_Task brief:_
Comb the records below for the string "Alparslan" and copy each line where it turns up.

_Task material:_
────

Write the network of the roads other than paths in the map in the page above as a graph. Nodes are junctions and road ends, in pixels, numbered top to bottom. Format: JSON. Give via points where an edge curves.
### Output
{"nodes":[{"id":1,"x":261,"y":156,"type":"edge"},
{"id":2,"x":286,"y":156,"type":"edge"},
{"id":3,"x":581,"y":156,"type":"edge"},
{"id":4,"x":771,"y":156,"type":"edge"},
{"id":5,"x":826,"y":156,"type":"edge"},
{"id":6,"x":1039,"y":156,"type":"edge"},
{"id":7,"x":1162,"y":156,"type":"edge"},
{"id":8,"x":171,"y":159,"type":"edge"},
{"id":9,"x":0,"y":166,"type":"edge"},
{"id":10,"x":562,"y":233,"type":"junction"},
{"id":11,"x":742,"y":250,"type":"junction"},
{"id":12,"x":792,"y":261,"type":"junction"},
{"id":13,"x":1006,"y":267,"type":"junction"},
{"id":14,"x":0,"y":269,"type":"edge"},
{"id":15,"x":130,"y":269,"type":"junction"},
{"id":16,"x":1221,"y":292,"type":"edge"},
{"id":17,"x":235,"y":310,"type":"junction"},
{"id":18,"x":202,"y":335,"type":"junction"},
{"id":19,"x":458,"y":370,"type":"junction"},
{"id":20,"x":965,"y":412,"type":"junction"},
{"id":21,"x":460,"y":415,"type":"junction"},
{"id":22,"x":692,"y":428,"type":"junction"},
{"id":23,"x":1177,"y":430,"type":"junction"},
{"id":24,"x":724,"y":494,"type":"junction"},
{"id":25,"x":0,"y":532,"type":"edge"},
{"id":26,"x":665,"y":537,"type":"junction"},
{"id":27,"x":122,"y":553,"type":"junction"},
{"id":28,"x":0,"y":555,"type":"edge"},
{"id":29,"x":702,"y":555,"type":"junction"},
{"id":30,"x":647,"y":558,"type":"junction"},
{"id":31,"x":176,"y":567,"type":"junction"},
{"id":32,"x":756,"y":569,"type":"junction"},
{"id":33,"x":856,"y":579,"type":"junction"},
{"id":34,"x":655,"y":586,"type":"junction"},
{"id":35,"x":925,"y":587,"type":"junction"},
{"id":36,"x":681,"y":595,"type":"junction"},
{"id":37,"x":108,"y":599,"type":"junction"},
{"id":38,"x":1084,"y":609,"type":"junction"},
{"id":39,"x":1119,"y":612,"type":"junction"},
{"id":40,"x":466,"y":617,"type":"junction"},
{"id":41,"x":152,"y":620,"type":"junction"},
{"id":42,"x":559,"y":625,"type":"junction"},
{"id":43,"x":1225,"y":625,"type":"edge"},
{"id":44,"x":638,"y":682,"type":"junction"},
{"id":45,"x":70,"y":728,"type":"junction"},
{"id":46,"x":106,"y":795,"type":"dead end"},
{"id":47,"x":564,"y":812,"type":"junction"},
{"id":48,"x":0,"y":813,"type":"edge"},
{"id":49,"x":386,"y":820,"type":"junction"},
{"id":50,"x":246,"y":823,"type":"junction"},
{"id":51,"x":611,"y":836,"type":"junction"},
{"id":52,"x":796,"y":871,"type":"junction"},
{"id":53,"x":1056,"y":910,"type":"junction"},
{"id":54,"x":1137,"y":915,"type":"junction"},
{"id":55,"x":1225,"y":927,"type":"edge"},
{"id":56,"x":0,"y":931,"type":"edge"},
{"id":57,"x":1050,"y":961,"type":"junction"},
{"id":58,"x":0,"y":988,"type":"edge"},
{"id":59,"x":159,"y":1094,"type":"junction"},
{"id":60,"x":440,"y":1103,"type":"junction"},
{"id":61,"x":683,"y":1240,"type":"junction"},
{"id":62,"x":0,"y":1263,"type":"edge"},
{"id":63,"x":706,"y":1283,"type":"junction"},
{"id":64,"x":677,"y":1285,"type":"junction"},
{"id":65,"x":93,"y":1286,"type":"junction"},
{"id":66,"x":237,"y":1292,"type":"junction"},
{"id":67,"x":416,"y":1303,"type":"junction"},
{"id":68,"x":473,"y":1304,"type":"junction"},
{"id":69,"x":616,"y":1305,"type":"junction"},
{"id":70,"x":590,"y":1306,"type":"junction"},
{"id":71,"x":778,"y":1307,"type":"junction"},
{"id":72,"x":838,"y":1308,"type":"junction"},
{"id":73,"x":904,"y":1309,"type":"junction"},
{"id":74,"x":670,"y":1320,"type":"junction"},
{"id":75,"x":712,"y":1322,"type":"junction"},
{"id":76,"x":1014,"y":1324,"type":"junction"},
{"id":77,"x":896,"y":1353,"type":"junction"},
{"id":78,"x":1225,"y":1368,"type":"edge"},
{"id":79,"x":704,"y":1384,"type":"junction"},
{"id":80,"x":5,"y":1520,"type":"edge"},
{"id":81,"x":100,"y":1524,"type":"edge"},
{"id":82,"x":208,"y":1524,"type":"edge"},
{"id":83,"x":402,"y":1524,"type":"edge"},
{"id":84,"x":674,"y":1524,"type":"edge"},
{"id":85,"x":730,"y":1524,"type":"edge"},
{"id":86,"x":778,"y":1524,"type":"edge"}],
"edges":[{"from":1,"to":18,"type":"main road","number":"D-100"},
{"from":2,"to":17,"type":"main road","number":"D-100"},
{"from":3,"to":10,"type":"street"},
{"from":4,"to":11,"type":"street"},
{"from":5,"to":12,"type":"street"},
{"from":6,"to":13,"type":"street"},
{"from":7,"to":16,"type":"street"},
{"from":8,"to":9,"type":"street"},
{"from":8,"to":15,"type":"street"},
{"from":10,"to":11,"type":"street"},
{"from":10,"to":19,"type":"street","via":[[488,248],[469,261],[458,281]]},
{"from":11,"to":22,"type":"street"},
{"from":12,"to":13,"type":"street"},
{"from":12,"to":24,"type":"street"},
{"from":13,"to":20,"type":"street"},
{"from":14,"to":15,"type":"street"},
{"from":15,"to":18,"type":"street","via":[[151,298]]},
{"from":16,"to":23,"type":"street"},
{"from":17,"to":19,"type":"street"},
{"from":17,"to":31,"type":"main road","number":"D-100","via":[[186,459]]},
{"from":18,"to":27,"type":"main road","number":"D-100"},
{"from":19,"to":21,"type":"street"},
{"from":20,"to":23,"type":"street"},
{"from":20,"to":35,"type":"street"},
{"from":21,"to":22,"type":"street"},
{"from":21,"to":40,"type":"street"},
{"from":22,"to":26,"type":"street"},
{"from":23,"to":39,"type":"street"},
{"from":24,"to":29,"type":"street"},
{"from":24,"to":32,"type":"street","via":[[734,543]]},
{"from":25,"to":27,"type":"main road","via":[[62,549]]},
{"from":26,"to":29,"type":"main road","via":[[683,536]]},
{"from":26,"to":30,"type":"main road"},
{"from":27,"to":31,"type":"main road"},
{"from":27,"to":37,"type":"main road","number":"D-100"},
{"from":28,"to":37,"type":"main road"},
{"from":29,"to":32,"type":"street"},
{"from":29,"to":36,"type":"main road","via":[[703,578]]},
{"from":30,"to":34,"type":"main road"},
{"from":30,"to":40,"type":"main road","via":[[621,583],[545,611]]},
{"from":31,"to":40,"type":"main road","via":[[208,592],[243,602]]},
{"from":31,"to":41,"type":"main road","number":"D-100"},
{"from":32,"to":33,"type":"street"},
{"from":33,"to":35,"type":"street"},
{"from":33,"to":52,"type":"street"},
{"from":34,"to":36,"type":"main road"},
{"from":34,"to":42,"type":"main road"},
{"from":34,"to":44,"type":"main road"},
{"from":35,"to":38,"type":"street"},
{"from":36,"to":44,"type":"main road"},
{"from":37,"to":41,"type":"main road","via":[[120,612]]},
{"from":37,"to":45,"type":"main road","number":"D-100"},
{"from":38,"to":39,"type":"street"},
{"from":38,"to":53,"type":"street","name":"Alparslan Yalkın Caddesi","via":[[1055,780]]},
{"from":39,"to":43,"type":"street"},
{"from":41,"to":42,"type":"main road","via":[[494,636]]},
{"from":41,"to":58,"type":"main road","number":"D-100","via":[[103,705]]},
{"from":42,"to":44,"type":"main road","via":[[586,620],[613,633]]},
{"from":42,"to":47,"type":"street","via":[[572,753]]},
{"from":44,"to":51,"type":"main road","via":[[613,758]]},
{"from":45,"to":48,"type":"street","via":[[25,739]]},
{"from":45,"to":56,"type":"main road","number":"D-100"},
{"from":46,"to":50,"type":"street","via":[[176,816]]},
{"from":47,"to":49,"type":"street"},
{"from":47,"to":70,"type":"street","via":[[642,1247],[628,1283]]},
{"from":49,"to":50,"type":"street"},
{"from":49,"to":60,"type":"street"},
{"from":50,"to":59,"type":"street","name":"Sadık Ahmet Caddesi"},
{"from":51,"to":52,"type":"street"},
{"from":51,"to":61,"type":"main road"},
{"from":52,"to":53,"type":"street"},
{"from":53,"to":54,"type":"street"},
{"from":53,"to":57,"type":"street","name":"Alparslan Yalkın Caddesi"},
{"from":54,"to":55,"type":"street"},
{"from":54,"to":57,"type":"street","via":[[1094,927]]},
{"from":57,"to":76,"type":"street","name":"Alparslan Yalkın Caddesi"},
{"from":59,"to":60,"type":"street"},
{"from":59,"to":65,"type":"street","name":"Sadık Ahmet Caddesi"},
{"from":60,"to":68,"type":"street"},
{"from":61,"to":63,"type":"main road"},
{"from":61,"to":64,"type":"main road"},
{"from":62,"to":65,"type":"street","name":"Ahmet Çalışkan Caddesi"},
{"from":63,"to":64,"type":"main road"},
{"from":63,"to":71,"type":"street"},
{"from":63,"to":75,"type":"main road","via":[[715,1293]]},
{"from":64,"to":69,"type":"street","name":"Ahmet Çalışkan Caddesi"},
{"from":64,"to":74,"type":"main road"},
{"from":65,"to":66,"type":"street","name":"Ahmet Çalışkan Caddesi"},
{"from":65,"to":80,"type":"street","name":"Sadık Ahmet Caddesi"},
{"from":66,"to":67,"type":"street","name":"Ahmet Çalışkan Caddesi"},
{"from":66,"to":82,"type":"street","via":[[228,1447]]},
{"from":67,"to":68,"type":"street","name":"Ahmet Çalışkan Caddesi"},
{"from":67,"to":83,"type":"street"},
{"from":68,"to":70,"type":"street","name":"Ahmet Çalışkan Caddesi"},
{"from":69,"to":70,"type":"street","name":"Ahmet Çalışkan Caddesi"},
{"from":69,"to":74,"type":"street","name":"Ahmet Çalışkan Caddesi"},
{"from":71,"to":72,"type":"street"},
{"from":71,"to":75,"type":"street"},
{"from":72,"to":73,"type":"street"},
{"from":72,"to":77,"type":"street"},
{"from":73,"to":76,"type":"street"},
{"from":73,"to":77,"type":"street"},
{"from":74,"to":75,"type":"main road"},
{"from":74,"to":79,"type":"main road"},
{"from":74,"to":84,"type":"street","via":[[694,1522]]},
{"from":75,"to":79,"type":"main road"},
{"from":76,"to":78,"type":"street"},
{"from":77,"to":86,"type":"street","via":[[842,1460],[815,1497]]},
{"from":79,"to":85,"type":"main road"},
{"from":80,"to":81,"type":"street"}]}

────

_Result for this exercise:_
{"from":38,"to":53,"type":"street","name":"Alparslan Yalkın Caddesi","via":[[1055,780]]},
{"from":53,"to":57,"type":"street","name":"Alparslan Yalkın Caddesi"},
{"from":57,"to":76,"type":"street","name":"Alparslan Yalkın Caddesi"},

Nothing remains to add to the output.